Morosi explains what the hope is on Sanchez:


Sanchez performed like a No. 5 starter this season, but other teams will need to weigh whether the motivation of a contract year will help the left-hander return to the form he showed while having a career year (13-9, 3.07 ERA, 193 1/3 innings) for the champion Giants in 2010.


That sounds nice, but Sanchez had a 4.00 FIP and a 3.94 xFIP in 2010.  His ERA was the product of a .252 BABIP and a 79.5% LOB%.  

And the 2010-11 FIPs are consistent with his career numbers...he has a career FIP of 4.11, a career xFIP of 4.17, and has only had a sub-4 FIP once in his career (3.85 in 2008) and a sub-4 xFIP once (3.94 in 2010).  And he's not really going to "eat innings"...even in his "career year" of 2010, he averaged fewer than 6 innings per start because his pitch counts are so elevated, as a result of his control problems.

So maybe Sanchez is a young pitcher still figuring it out, who is poised to break out?  Not really...he turns 29 in two weeks.

Basically, San Francisco is wanting to dump Sanchez on a team that is willing to pay him $6-7 million in his walk year in the hopes that he can replicate his fluky 2010 season when he had the fifth lowest BABIP in the majors.  That's not a bet I'd be willing to make.

Similarly, there was a burst of excitement over the news that the Braves were willing to deal Jair Jurrjens.  Former top prospect, 25 years old, 2.96 ERA last season...what's not to like?  If the Braves are dumb enough to part with him, Texas should be all over him, right?

No.  Let's look at the red flags.  Jurrjens only made 23 starts in 2011, only 20 starts in 2010.  Jurrjens' 2.96 ERA in 2011 was put up despite a 3.99 FIP and a 4.23 Sanchez in 2010, Jurrjens benefited from a low BABIP and high LOB% (.269 and 81%, respectively).  The same spikes occurred in 2009, when Jurrjens had a 2.60 ERA despite a 3.68 FIP and a 4.28 xFIP.  Moreover, Jurrjens' velocity has gone down each season in the majors, to where he was only at 89.1 mph in 2011.  

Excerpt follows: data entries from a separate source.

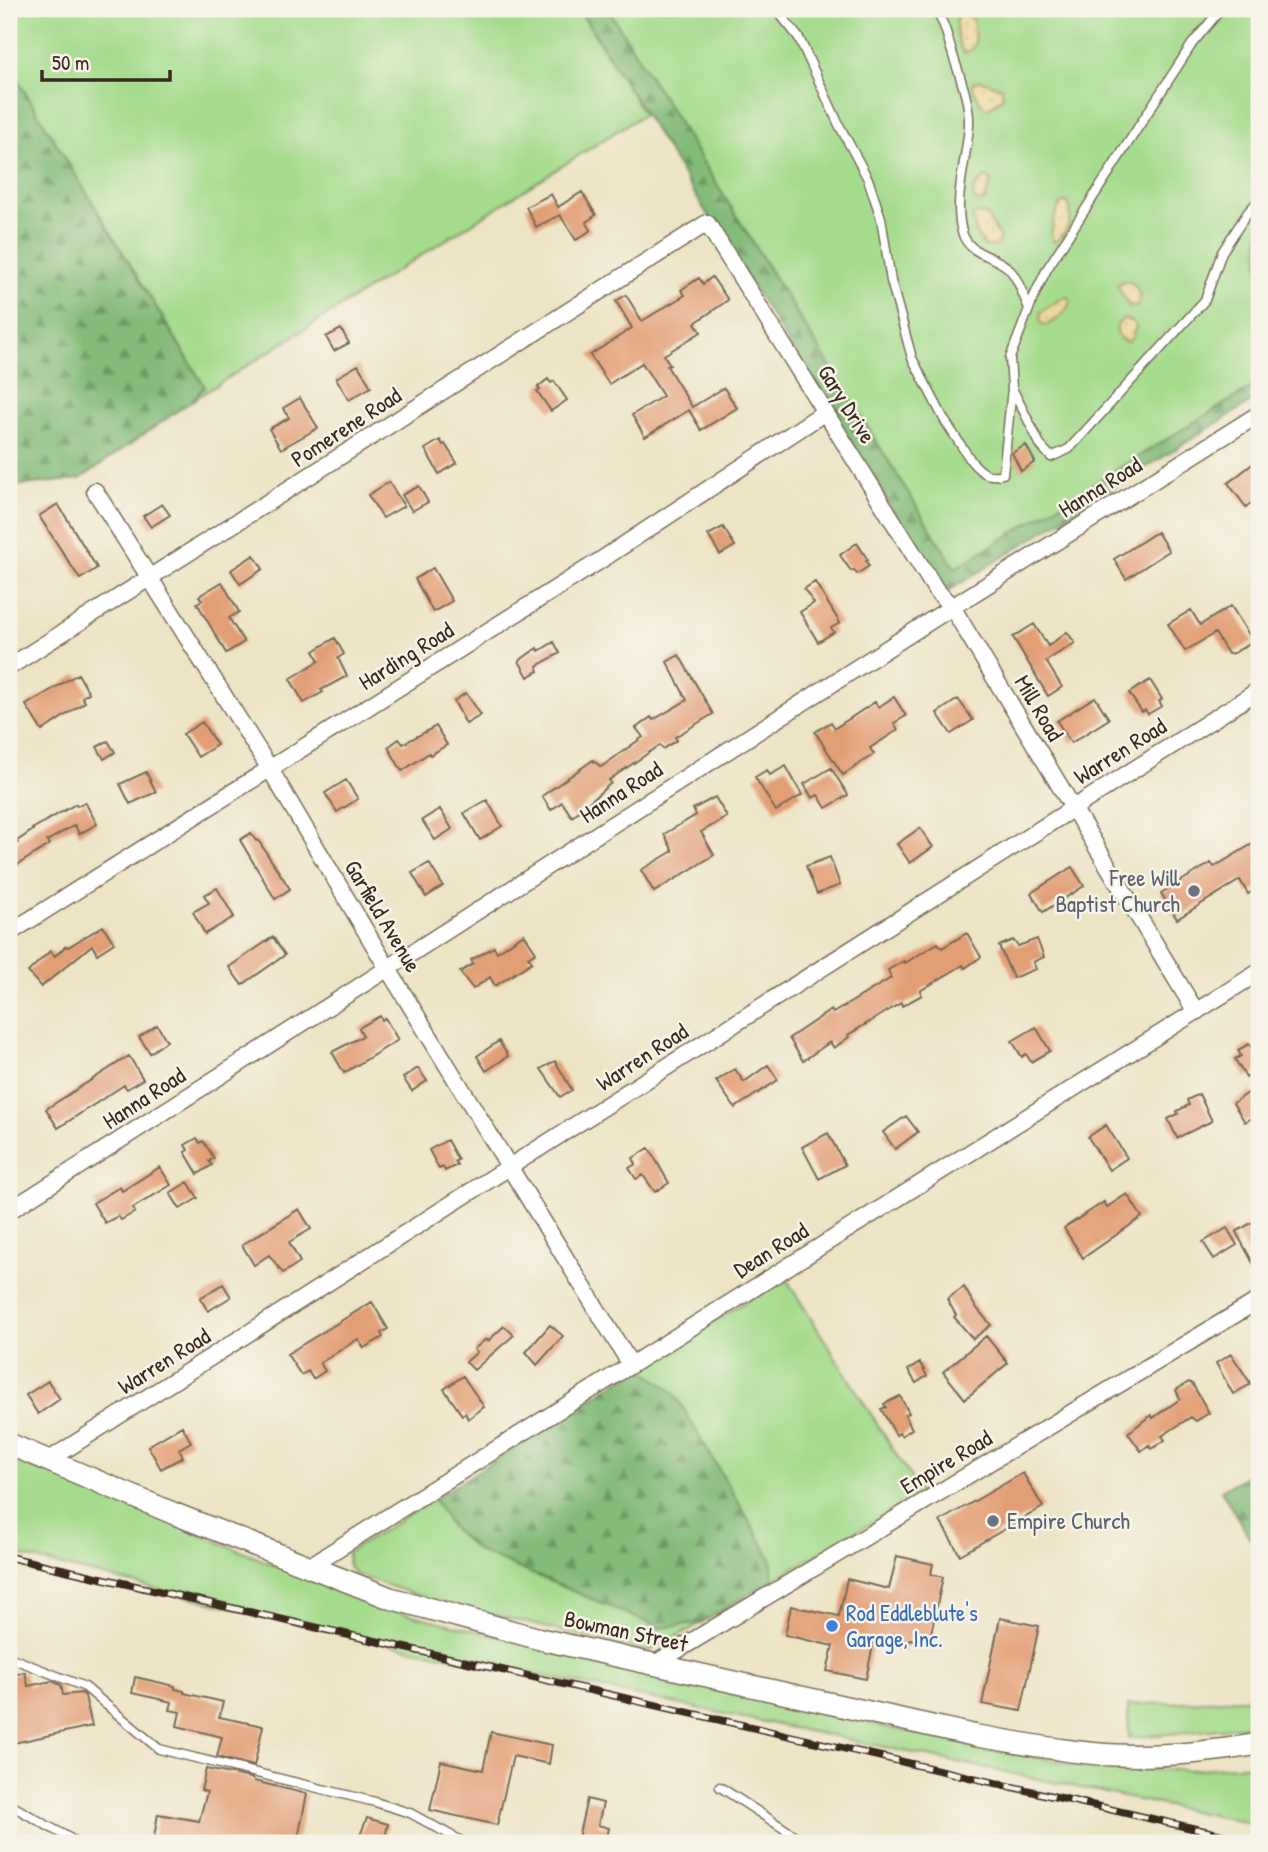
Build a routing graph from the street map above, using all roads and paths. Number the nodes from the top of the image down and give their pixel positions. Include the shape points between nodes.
1 (776, 9) edge
2 (933, 9) edge
3 (1221, 9) edge
4 (1259, 200) edge
5 (707, 223) joint
6 (1029, 309) junction
7 (1012, 388) junction
8 (825, 412) junction
9 (1259, 414) edge
10 (95, 491) dead end
11 (150, 579) junction
12 (952, 607) junction
13 (9, 667) edge
14 (1259, 690) edge
15 (270, 769) junction
16 (1074, 808) junction
17 (9, 933) edge
18 (388, 969) junction
19 (1259, 972) edge
20 (1196, 1012) junction
21 (510, 1168) junction
22 (9, 1211) edge
23 (1259, 1300) edge
24 (631, 1364) junction
25 (9, 1444) edge
26 (49, 1460) junction
27 (308, 1567) junction
28 (9, 1657) edge
29 (656, 1663) junction
30 (1259, 1744) edge
31 (720, 1787) dead end
32 (9, 1804) edge
33 (71, 1839) dead end
34 (465, 1843) edge
35 (806, 1843) edge

1 - 7 lane via 799,38 875,197 891,281 923,383 972,462 993,477 1003,474
2 - 6 lane via 945,28 969,123 959,215 962,232 975,251 1014,275
3 - 6 lane via 1192,44 1047,269
4 - 7 lane via 1222,252 1205,300 1069,449 1051,457
5 - 8 street, Gary Drive
5 - 11 street, Pomerene Road
6 - 7 lane via 1010,358
8 - 12 street, Gary Drive via 936,590
8 - 15 street, Harding Road via 601,561
9 - 12 street, Hanna Road
10 - 11 street, Garfield Avenue
11 - 13 street, Pomerene Road
11 - 15 street, Garfield Avenue
12 - 16 street, Mill Road
12 - 18 street, Hanna Road
14 - 16 street, Warren Road
15 - 17 street, Harding Road
15 - 18 street, Garfield Avenue
16 - 20 street, Mill Road
16 - 21 street, Warren Road
18 - 21 street, Garfield Avenue
18 - 22 street, Hanna Road
19 - 20 street, Dean Road
20 - 24 street, Dean Road
21 - 24 street, Garfield Avenue
21 - 26 street, Warren Road
23 - 29 street, Empire Road
24 - 27 street, Dean Road
25 - 26 street, Bowman Street
26 - 27 street, Bowman Street
27 - 29 street, Bowman Street via 438,1612
28 - 34 lane via 85,1687 159,1749 410,1813
29 - 30 street, Bowman Street via 1035,1745 1114,1755 1182,1754
31 - 35 lane
32 - 33 lane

That's not to say that Jurrjens is a bad pitcher.  He's not.  But he's also a pitcher with some issues and red flags, who probably isn't quite as good as his ERA suggests.

Combine that with his contract situation -- he's a free agent after 2013, and will likely make $5 million in 2012 and $7-8 million in 2013 -- and the appeal of Jurrjens diminishes even further.

That's particularly the case for a team like the Rangers, who are bringing back four starters from the 2011 rotation: Colby Lewis, Matt Harrison, Derek Holland, and Alexi Ogando.  Of those four, Jurrjens had a worse FIP- (FIP relative to league average, adjusted for league and park) than everyone except Lewis, and he barely beat out Lewis (105 for Jurrjens, 106 for Colbyashi).

Aside from those four, you've got Neftali Feliz and Scott Feldman in the mix for the #5 spot, along with the Rangers' well-publicized interest in Yu Darvish and the possibility that they will bring back C.J. Wilson.  And then there is Neil Ramirez, Martin Perez, and Michael Kirkman who will be in AAA for depth purposes and to step up if any of the top six guys, plus whoever may be added, go down.

Which is why it doesn't make sense for the Rangers to seriously pursue Sanchez, Jurrjens, or any number of similar pitchers who we will hear are on the market in the next month or so.  The Rangers don't need a warm body for the middle- to back-end of the rotation, particularly not at the salary that these guys would command (not to mention the cost of the prospects they'd cost).

The Rangers need a legit #1 or #2 starter.  That's what they are going to pursue.  If they can't get one, they're better off standing pat with who they have than going out and adding someone else's mid-rotation guy?